__Exercise aim__
Report back every line of the entries that contains "dead", exactly as written.
-- Data excerpts follows --
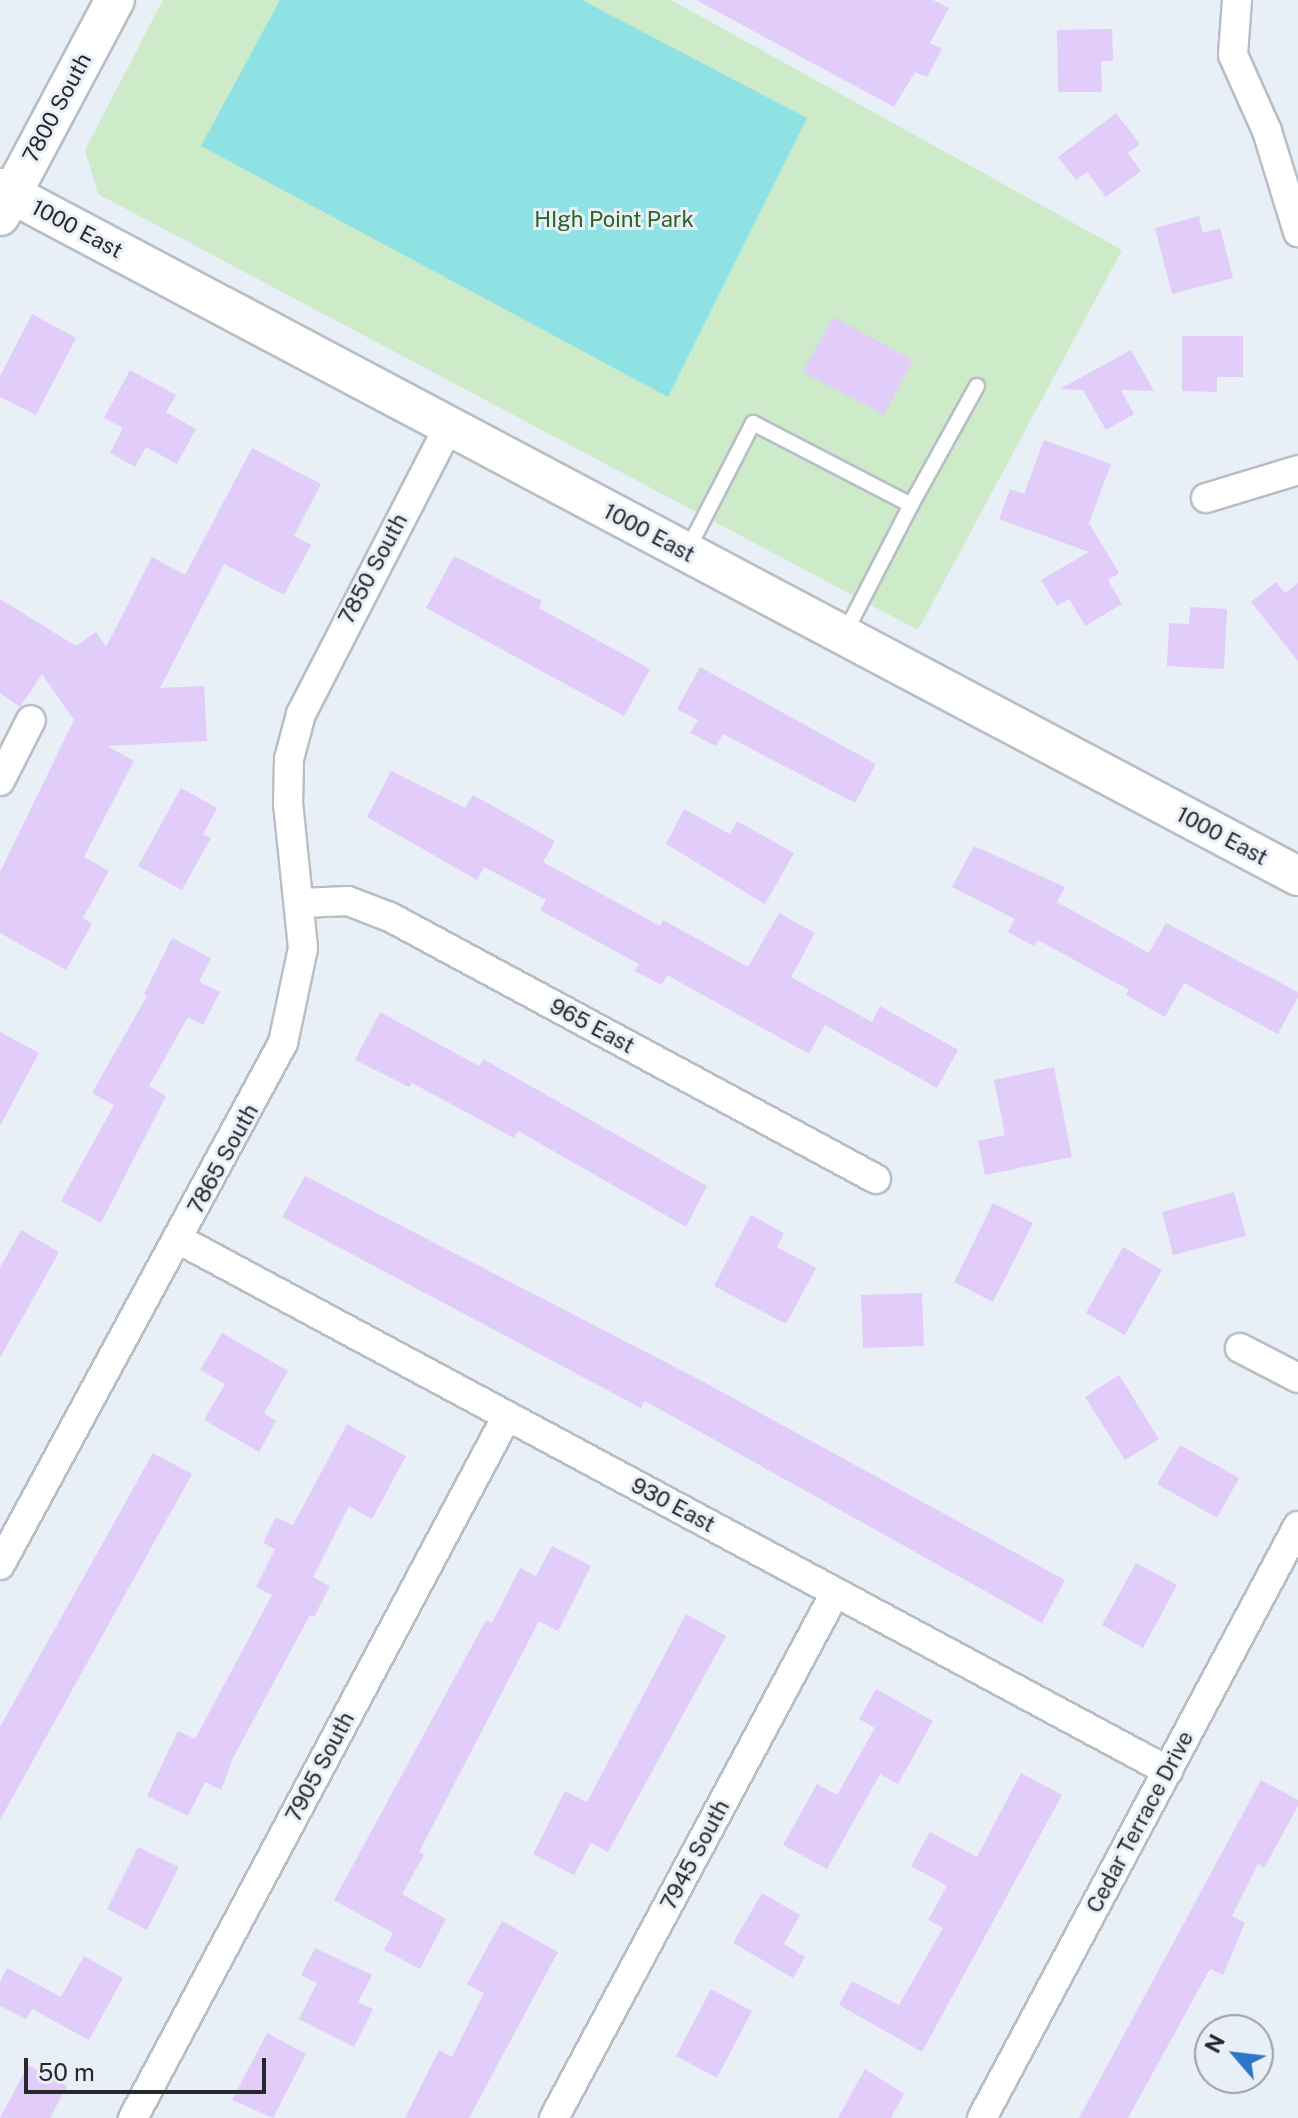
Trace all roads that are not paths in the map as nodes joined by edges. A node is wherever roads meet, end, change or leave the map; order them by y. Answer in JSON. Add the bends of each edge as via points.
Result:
{"nodes":[{"id":1,"x":115,"y":0,"type":"edge"},
{"id":2,"x":1237,"y":0,"type":"edge"},
{"id":3,"x":4,"y":200,"type":"edge"},
{"id":4,"x":1298,"y":232,"type":"edge"},
{"id":5,"x":977,"y":386,"type":"dead end"},
{"id":6,"x":449,"y":426,"type":"junction"},
{"id":7,"x":1298,"y":470,"type":"edge"},
{"id":8,"x":1206,"y":498,"type":"dead end"},
{"id":9,"x":911,"y":505,"type":"junction"},
{"id":10,"x":686,"y":553,"type":"junction"},
{"id":11,"x":844,"y":635,"type":"junction"},
{"id":12,"x":301,"y":714,"type":"joint"},
{"id":13,"x":31,"y":720,"type":"dead end"},
{"id":14,"x":5,"y":751,"type":"edge"},
{"id":15,"x":0,"y":781,"type":"edge"},
{"id":16,"x":1298,"y":876,"type":"edge"},
{"id":17,"x":301,"y":903,"type":"junction"},
{"id":18,"x":876,"y":1179,"type":"dead end"},
{"id":19,"x":178,"y":1239,"type":"junction"},
{"id":20,"x":1240,"y":1348,"type":"dead end"},
{"id":21,"x":1298,"y":1378,"type":"edge"},
{"id":22,"x":507,"y":1416,"type":"junction"},
{"id":23,"x":1298,"y":1526,"type":"edge"},
{"id":24,"x":0,"y":1565,"type":"edge"},
{"id":25,"x":835,"y":1593,"type":"junction"},
{"id":26,"x":1168,"y":1771,"type":"junction"},
{"id":27,"x":133,"y":2118,"type":"edge"},
{"id":28,"x":554,"y":2118,"type":"edge"},
{"id":29,"x":982,"y":2118,"type":"edge"}],
"edges":[{"from":1,"to":3,"type":"street","name":"7800 South"},
{"from":2,"to":4,"type":"street","via":[[1233,55],[1258,105]]},
{"from":3,"to":6,"type":"street","name":"1000 East"},
{"from":5,"to":9,"type":"lane"},
{"from":6,"to":10,"type":"street","name":"1000 East"},
{"from":6,"to":12,"type":"street","name":"7850 South"},
{"from":7,"to":8,"type":"street"},
{"from":9,"to":10,"type":"lane","via":[[753,423]]},
{"from":9,"to":11,"type":"lane"},
{"from":10,"to":11,"type":"street","name":"1000 East"},
{"from":11,"to":16,"type":"street","name":"1000 East"},
{"from":12,"to":17,"type":"street","name":"7865 South","via":[[289,759],[288,804]]},
{"from":13,"to":14,"type":"street"},
{"from":14,"to":15,"type":"street"},
{"from":17,"to":18,"type":"street","name":"965 East","via":[[348,901],[390,917]]},
{"from":17,"to":19,"type":"street","name":"7865 South","via":[[303,948],[283,1043]]},
{"from":19,"to":22,"type":"street","name":"930 East"},
{"from":19,"to":24,"type":"street","name":"7865 South"},
{"from":20,"to":21,"type":"street"},
{"from":22,"to":25,"type":"street","name":"930 East"},
{"from":22,"to":27,"type":"street","name":"7905 South"},
{"from":23,"to":26,"type":"street","name":"Cedar Terrace Drive"},
{"from":25,"to":26,"type":"street","name":"930 East"},
{"from":25,"to":28,"type":"street","name":"7945 South"},
{"from":26,"to":29,"type":"street","name":"Cedar Terrace Drive"}]}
-- Data excerpts concluded --
__Exercise solution__
{"id":5,"x":977,"y":386,"type":"dead end"},
{"id":8,"x":1206,"y":498,"type":"dead end"},
{"id":13,"x":31,"y":720,"type":"dead end"},
{"id":18,"x":876,"y":1179,"type":"dead end"},
{"id":20,"x":1240,"y":1348,"type":"dead end"},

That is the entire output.